Ma quali possono essere le cause? Fattori genetico-biologici. A favore di questa teoria sono le ricerche di Kagan, che studiando gemelli omozigoti, con un patrimonio ereditario identico, ha avuto modo di osservare che se un gemello è timido, lo è anche l’altro, anche se vissuti in ambienti diversi. La moderna psichiatria sostiene il modello medico delle cause della timidezza e si richiama alle scoperte della neurobiologia e della genetica. Un’altra causa può risiedere in modelli psicologici: le radici della timidezza sono da ricercarsi nell’ambiente familiare e nelle figure genitoriali. “Se il bambino nasce in una famiglia blindata, poco numerosa e con pochi contatti sociali, dove si parla poco e non si scambiano manifestazioni d’affetto, è abbastanza normale che sviluppi comportamenti caratterizzati dall’inibizione. Dalla famiglia possono venire anche atteggiamenti educativi errati, come l’essere ipercritici, rendendo i figli timorosi di esprimersi, per la paura di sbagliare” afferma Giuliana Proietti nel libro ‘La timidezza’ (Xenia Editore).

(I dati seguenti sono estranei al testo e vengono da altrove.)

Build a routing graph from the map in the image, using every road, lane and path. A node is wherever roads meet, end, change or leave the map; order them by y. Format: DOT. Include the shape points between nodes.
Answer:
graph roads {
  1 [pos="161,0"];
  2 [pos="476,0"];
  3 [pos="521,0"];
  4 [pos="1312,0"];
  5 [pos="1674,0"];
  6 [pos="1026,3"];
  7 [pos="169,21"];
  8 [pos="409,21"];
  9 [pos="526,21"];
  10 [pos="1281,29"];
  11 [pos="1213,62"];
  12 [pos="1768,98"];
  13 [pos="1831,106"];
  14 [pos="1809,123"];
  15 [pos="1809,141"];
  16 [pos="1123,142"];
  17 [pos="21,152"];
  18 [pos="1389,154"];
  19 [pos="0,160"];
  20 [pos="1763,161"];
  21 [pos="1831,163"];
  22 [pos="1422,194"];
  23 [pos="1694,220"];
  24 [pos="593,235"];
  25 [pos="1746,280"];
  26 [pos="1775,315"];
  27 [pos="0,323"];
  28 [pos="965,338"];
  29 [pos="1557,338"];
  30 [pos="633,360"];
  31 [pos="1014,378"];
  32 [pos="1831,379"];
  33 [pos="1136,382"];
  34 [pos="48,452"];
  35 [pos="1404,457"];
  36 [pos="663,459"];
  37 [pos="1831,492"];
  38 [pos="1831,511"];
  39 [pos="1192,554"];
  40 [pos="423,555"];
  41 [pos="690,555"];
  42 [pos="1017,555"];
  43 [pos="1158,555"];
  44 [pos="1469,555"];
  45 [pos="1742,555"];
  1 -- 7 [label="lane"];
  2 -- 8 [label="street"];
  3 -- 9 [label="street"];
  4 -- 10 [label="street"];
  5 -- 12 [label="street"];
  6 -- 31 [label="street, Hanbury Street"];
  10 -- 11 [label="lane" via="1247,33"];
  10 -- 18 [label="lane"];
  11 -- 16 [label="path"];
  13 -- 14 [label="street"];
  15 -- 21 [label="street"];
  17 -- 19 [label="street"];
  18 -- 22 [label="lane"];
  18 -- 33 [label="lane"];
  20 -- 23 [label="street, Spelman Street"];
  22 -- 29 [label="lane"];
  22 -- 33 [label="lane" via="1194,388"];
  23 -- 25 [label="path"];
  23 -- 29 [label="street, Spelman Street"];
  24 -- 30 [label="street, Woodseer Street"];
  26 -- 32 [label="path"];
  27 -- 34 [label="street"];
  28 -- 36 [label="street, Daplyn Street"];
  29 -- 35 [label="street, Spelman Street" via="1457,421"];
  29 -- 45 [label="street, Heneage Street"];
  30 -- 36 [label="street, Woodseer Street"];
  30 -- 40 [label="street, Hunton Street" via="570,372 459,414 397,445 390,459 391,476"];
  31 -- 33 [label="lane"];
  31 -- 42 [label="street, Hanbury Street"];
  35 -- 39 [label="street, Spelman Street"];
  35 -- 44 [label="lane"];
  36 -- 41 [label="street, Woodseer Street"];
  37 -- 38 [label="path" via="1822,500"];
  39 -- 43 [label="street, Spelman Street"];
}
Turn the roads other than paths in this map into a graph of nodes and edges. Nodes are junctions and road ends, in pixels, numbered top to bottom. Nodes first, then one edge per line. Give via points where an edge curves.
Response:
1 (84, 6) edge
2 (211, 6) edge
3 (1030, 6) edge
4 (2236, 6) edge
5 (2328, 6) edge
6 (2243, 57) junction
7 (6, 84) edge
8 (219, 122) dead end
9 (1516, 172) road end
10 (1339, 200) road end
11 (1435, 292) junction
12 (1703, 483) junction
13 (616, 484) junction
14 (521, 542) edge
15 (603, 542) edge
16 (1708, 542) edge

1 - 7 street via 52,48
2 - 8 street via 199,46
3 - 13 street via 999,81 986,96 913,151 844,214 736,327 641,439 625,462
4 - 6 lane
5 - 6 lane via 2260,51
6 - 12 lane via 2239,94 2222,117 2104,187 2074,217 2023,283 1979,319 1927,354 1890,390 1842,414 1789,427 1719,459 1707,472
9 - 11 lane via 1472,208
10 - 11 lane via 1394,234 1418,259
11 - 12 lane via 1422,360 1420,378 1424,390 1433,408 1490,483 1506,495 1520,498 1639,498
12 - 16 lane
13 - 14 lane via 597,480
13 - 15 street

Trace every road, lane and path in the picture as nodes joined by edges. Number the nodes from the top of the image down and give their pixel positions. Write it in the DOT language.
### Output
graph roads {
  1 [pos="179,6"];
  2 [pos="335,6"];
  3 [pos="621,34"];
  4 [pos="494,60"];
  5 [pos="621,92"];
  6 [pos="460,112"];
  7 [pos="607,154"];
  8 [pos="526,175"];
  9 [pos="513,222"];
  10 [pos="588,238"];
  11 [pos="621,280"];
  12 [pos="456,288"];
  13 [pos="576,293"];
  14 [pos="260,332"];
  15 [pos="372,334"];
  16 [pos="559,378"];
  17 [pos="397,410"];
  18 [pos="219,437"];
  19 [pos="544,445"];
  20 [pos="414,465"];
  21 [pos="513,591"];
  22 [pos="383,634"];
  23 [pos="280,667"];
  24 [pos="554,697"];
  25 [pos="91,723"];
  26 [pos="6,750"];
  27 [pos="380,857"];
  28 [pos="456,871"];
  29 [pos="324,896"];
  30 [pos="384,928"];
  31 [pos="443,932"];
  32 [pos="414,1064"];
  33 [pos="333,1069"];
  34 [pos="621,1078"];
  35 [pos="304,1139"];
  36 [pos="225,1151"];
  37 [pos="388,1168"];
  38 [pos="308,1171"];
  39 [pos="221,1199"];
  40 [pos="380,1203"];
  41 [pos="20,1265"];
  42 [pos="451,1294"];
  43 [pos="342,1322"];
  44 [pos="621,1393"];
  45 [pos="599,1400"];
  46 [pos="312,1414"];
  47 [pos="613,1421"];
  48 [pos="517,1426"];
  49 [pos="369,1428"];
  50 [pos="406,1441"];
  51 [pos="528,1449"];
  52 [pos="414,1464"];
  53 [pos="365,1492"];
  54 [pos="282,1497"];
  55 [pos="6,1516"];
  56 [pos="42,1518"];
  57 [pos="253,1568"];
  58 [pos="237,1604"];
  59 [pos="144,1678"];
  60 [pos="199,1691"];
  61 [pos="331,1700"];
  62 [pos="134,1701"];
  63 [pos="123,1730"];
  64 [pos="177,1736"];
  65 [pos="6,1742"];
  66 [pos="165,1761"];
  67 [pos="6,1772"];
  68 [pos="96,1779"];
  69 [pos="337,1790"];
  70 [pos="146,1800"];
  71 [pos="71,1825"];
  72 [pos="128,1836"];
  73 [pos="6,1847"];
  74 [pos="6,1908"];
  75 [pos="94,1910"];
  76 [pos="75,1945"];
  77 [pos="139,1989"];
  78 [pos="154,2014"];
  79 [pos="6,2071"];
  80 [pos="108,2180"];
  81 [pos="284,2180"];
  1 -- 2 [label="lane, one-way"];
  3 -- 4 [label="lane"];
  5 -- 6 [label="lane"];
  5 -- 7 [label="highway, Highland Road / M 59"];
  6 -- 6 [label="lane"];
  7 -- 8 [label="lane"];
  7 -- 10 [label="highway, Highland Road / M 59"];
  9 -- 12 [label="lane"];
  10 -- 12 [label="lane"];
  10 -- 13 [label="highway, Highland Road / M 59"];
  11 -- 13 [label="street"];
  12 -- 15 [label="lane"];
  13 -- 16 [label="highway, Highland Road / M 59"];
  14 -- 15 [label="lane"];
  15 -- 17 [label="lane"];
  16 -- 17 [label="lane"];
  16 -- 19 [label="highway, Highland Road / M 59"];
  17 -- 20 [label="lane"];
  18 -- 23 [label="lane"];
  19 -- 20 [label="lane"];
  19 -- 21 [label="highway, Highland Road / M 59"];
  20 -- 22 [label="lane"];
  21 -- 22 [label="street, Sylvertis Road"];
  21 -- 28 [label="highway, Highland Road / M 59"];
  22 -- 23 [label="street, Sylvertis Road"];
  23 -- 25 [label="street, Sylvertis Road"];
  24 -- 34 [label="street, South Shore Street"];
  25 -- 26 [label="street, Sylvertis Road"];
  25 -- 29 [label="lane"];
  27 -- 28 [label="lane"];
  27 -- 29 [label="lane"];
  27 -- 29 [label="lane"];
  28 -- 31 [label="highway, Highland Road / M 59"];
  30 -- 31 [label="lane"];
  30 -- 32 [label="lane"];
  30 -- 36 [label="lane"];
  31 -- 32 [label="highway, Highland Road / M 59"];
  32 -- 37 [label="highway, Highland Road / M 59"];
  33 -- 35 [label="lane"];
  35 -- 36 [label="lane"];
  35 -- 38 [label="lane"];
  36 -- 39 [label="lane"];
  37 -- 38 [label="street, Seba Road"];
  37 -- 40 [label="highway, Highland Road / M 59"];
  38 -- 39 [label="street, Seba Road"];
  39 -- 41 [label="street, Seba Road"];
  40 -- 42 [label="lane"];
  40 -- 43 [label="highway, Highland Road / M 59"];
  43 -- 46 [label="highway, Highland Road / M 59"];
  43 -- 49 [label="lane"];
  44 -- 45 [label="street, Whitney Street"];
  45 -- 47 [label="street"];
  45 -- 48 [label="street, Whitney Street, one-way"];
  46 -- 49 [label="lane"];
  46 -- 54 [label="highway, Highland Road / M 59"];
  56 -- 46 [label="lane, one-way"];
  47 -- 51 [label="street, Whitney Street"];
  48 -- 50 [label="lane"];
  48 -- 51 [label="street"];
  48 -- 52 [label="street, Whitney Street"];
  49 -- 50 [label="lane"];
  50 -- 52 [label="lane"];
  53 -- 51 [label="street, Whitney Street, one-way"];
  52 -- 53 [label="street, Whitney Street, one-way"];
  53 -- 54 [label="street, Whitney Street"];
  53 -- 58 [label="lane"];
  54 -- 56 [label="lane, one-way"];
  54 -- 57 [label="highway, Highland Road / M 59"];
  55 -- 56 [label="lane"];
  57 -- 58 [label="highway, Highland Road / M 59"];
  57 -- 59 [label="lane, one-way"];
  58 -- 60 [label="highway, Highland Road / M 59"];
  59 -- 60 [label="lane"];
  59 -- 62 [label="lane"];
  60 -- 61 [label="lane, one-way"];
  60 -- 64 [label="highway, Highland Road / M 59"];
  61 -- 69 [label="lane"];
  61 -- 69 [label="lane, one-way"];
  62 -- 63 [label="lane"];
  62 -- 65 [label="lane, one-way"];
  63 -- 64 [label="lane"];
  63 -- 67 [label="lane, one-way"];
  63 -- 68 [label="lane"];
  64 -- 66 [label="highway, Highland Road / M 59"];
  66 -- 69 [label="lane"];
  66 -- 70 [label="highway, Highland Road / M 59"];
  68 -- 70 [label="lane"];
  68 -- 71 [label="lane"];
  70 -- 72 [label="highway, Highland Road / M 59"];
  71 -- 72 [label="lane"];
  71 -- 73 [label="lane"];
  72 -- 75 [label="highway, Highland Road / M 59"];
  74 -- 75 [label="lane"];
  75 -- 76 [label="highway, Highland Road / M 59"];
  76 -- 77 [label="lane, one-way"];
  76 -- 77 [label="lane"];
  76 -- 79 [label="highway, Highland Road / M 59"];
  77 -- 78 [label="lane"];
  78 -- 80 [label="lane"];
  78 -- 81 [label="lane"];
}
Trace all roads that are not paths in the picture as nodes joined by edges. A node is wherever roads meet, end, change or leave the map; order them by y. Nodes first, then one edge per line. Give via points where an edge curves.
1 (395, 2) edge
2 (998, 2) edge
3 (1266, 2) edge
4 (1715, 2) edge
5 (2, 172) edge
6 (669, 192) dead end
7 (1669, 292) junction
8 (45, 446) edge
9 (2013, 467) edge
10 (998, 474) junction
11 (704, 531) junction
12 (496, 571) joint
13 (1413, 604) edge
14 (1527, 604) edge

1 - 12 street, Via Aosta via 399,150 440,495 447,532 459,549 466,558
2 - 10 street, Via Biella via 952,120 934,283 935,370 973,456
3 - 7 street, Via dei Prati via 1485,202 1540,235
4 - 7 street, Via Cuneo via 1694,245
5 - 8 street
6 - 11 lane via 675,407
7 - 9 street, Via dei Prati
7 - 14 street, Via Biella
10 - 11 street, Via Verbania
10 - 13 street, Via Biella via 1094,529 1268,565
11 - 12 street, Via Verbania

“La timidezza si palesa come una modalità esistenziale, nella quale l’essere con l’altro non si attua semplicemente nel moto di andare verso e nel trovare un equilibrio stabile di relazione, ma nell’essere fermi mentre l’altro viene incontro, invadendo lo spazio personale” spiega Franco Avenia, vicepresidente della Federazione Italiana Sessuologia Scientifica. “L’altro, che mette all’angolo e paralizza, è vissuto come giudicante e si mostra capace di entrare nei luoghi più reconditi del nostro essere, dove può scovare tutte le nostre debolezze. Diviene uno specchio nel quale si è costretti ad osservare un sé che non piace, che si vuole negare”. La sessualità, con la sua forte interazione fisica, assume caratteristiche negative, di non-funzionalità.
“La prima caratteristica della sessualità che possiamo osservare nella dimensione della timidezza è la sostituzione della finalità propria della sessualità con altri obiettivi” continua il professor Avenia. “La ricerca d’identità, infatti, diviene l’elemento cardine dell’agire sessuale. Il timido o la timida si danno all’incontro con l’altro, senza un’identità precisa ma definendo se stessi solo attraverso il giudizio dell’altro. Il proprio piacere diventa un accessorio non necessario. Il risultato? Una sensazione d’inadeguatezza e un costante stato d’ansia che svuota la sessualità dalla sua originaria finalità: il piacere“. L’uomo potrà mostrare difficoltà nell’ottenere l’erezione e la donna avere scarsa lubrificazione: si tratta di ansia da insuccesso. Oppure l’uomo può perdere l’erezione e la donna non arrivare all’orgasmo: si tratta di ansia da prestazione.
Ricorrere alla psicoterapia può dare buoni risultati, anche nel caso di terapie brevi e insolite come quella citata nel film ‘Terapia Roosevelt’ di Vittorio Muscia. Al timido protagonista (giornalista televisivo) per superare l’inibizione dell’intervista, viene consigliato d’immaginare l’interlocutore seduto sul water… Come ogni comune mortale.